Stored data entries.
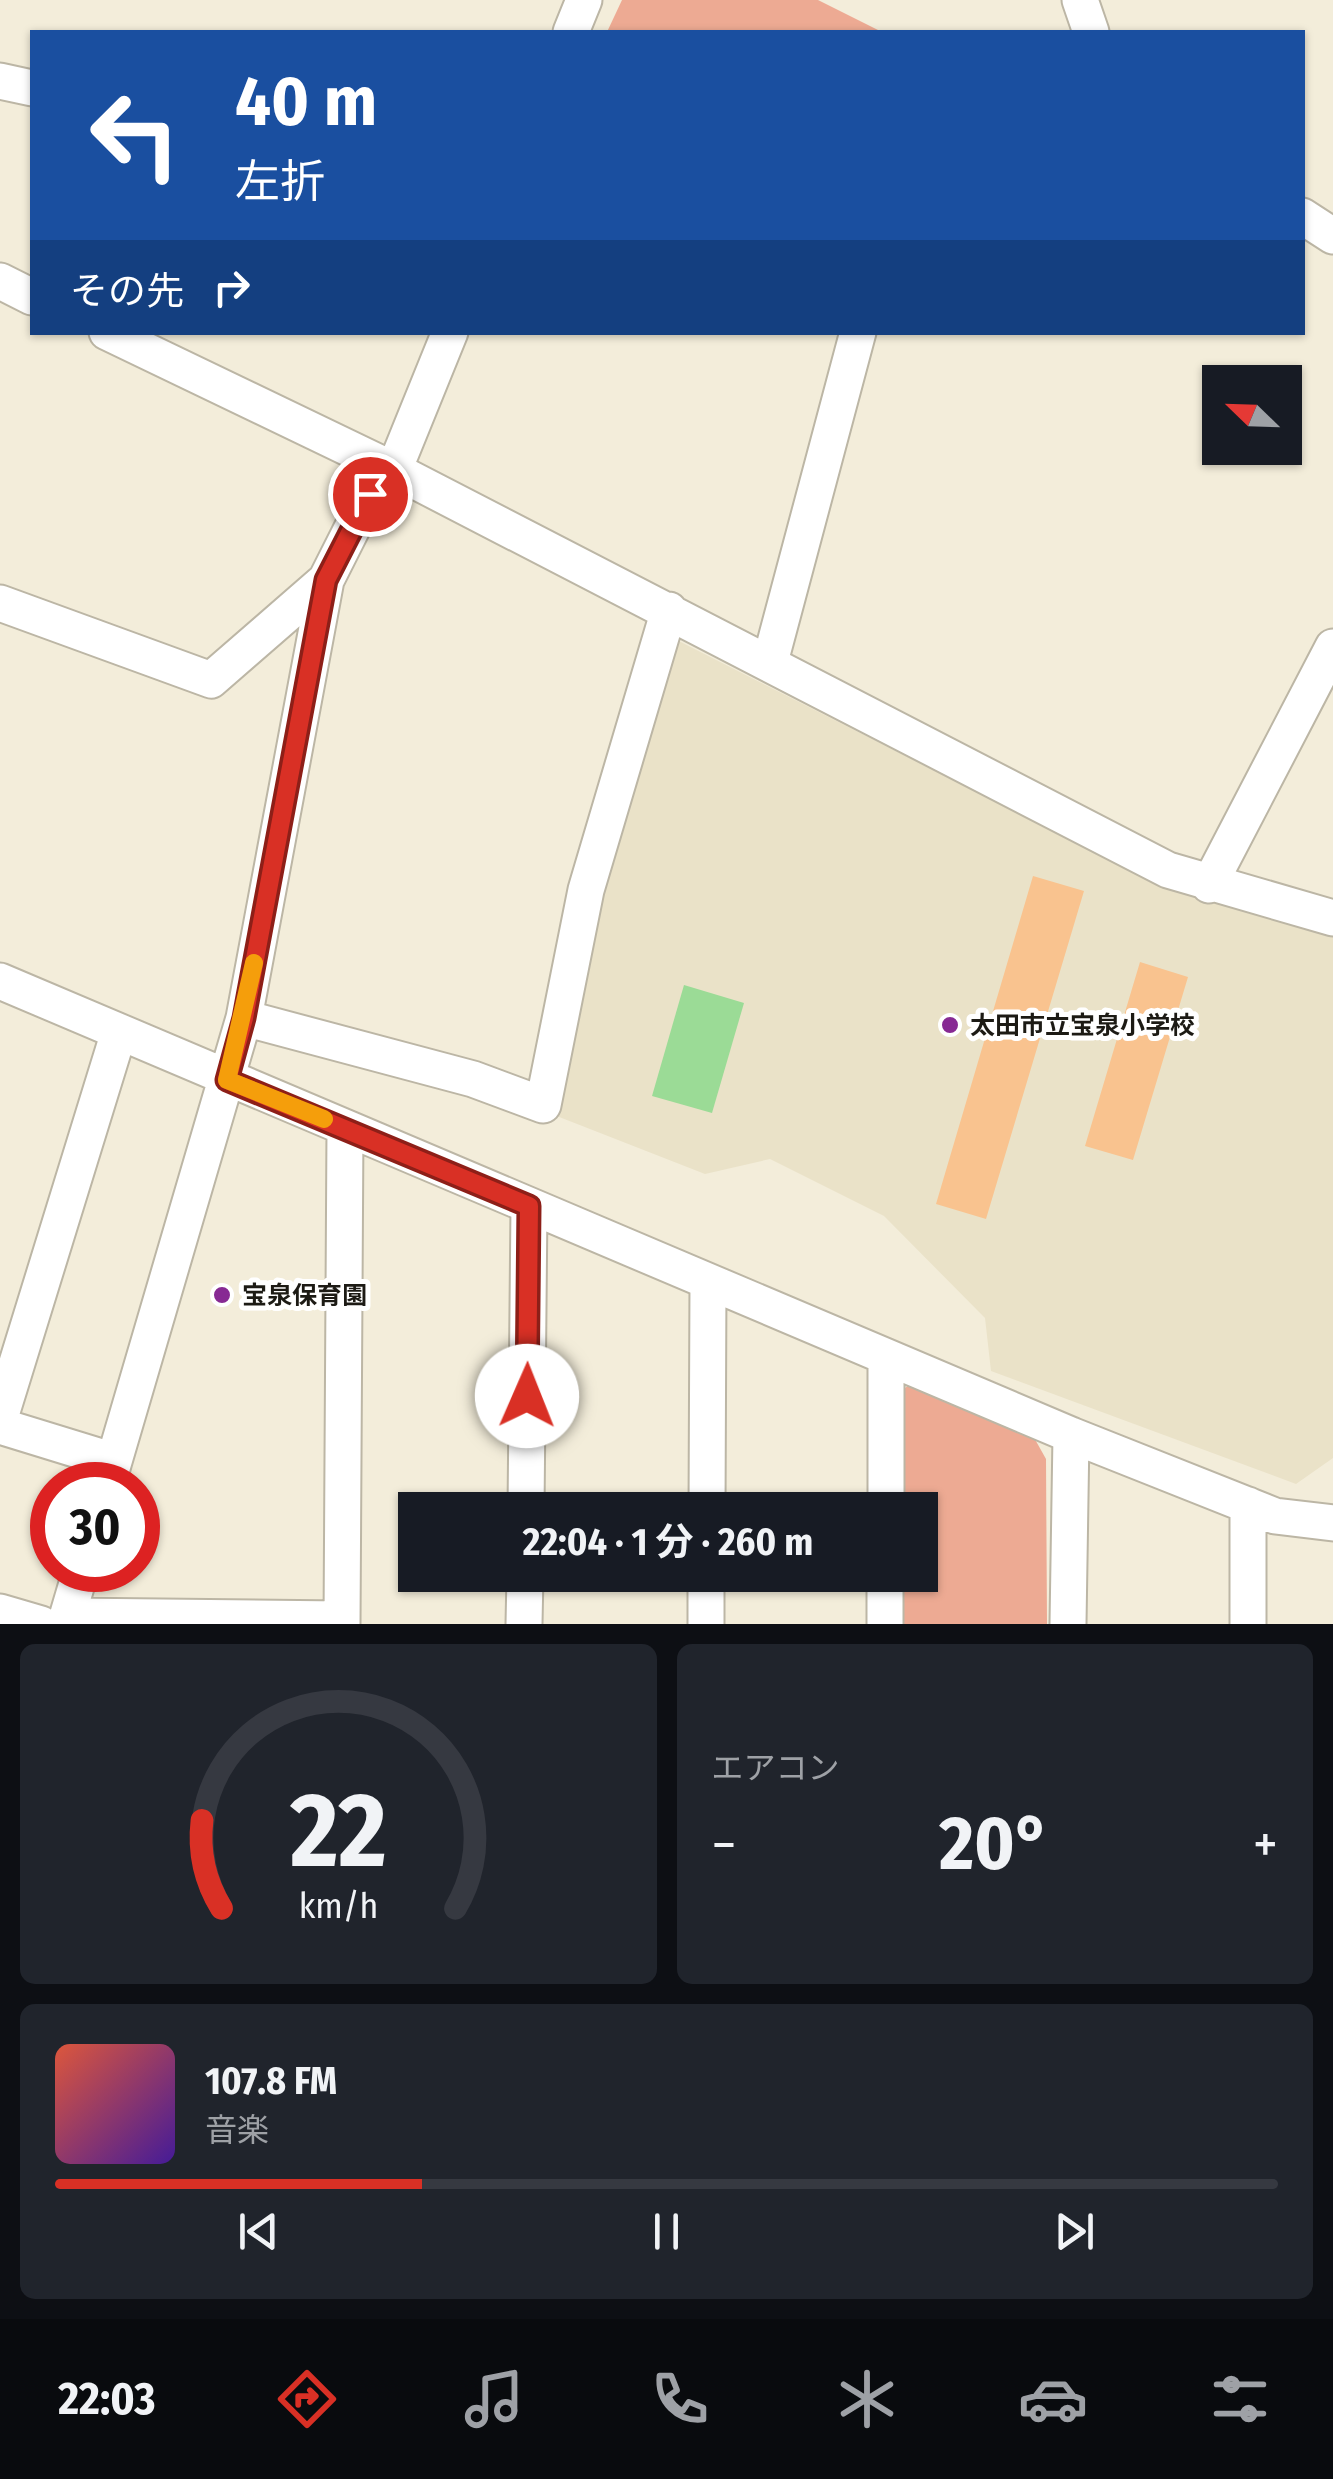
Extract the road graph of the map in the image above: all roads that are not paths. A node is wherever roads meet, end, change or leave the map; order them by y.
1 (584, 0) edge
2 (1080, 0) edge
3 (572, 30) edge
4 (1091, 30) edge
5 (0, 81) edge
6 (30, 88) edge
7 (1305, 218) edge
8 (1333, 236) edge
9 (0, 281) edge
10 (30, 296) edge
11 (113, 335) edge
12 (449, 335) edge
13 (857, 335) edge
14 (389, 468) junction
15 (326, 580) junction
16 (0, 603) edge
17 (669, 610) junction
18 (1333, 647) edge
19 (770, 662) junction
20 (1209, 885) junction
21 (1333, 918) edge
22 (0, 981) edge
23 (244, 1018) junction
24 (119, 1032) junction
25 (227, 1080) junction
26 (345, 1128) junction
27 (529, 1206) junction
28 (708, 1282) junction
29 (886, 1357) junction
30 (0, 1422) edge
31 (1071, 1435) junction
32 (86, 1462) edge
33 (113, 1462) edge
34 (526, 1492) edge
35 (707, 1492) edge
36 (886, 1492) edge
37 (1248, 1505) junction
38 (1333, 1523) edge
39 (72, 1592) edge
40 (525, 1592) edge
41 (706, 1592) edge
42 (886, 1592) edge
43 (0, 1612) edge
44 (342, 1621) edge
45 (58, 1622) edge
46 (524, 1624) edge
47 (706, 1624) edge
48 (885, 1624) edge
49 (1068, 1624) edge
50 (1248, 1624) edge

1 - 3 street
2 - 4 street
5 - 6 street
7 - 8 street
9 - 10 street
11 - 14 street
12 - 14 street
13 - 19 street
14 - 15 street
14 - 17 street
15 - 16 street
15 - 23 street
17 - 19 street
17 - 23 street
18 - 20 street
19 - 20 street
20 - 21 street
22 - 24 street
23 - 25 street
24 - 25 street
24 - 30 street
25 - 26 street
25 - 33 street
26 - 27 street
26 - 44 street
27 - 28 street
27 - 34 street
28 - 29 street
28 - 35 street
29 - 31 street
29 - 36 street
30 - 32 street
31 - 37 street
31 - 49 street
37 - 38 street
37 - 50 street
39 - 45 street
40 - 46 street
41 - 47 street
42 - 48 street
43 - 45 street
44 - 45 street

Prompt. The entries should be reproduced word for word, pictures omitted.

Solution to this problem.
Extract the road graph of the map in the image above: all roads that are not paths. A node is wherever roads meet, end, change or leave the map; order them by y.
1 (584, 0) edge
2 (1080, 0) edge
3 (572, 30) edge
4 (1091, 30) edge
5 (0, 81) edge
6 (30, 88) edge
7 (1305, 218) edge
8 (1333, 236) edge
9 (0, 281) edge
10 (30, 296) edge
11 (113, 335) edge
12 (449, 335) edge
13 (857, 335) edge
14 (389, 468) junction
15 (326, 580) junction
16 (0, 603) edge
17 (669, 610) junction
18 (1333, 647) edge
19 (770, 662) junction
20 (1209, 885) junction
21 (1333, 918) edge
22 (0, 981) edge
23 (244, 1018) junction
24 (119, 1032) junction
25 (227, 1080) junction
26 (345, 1128) junction
27 (529, 1206) junction
28 (708, 1282) junction
29 (886, 1357) junction
30 (0, 1422) edge
31 (1071, 1435) junction
32 (86, 1462) edge
33 (113, 1462) edge
34 (526, 1492) edge
35 (707, 1492) edge
36 (886, 1492) edge
37 (1248, 1505) junction
38 (1333, 1523) edge
39 (72, 1592) edge
40 (525, 1592) edge
41 (706, 1592) edge
42 (886, 1592) edge
43 (0, 1612) edge
44 (342, 1621) edge
45 (58, 1622) edge
46 (524, 1624) edge
47 (706, 1624) edge
48 (885, 1624) edge
49 (1068, 1624) edge
50 (1248, 1624) edge

1 - 3 street
2 - 4 street
5 - 6 street
7 - 8 street
9 - 10 street
11 - 14 street
12 - 14 street
13 - 19 street
14 - 15 street
14 - 17 street
15 - 16 street
15 - 23 street
17 - 19 street
17 - 23 street
18 - 20 street
19 - 20 street
20 - 21 street
22 - 24 street
23 - 25 street
24 - 25 street
24 - 30 street
25 - 26 street
25 - 33 street
26 - 27 street
26 - 44 street
27 - 28 street
27 - 34 street
28 - 29 street
28 - 35 street
29 - 31 street
29 - 36 street
30 - 32 street
31 - 37 street
31 - 49 street
37 - 38 street
37 - 50 street
39 - 45 street
40 - 46 street
41 - 47 street
42 - 48 street
43 - 45 street
44 - 45 street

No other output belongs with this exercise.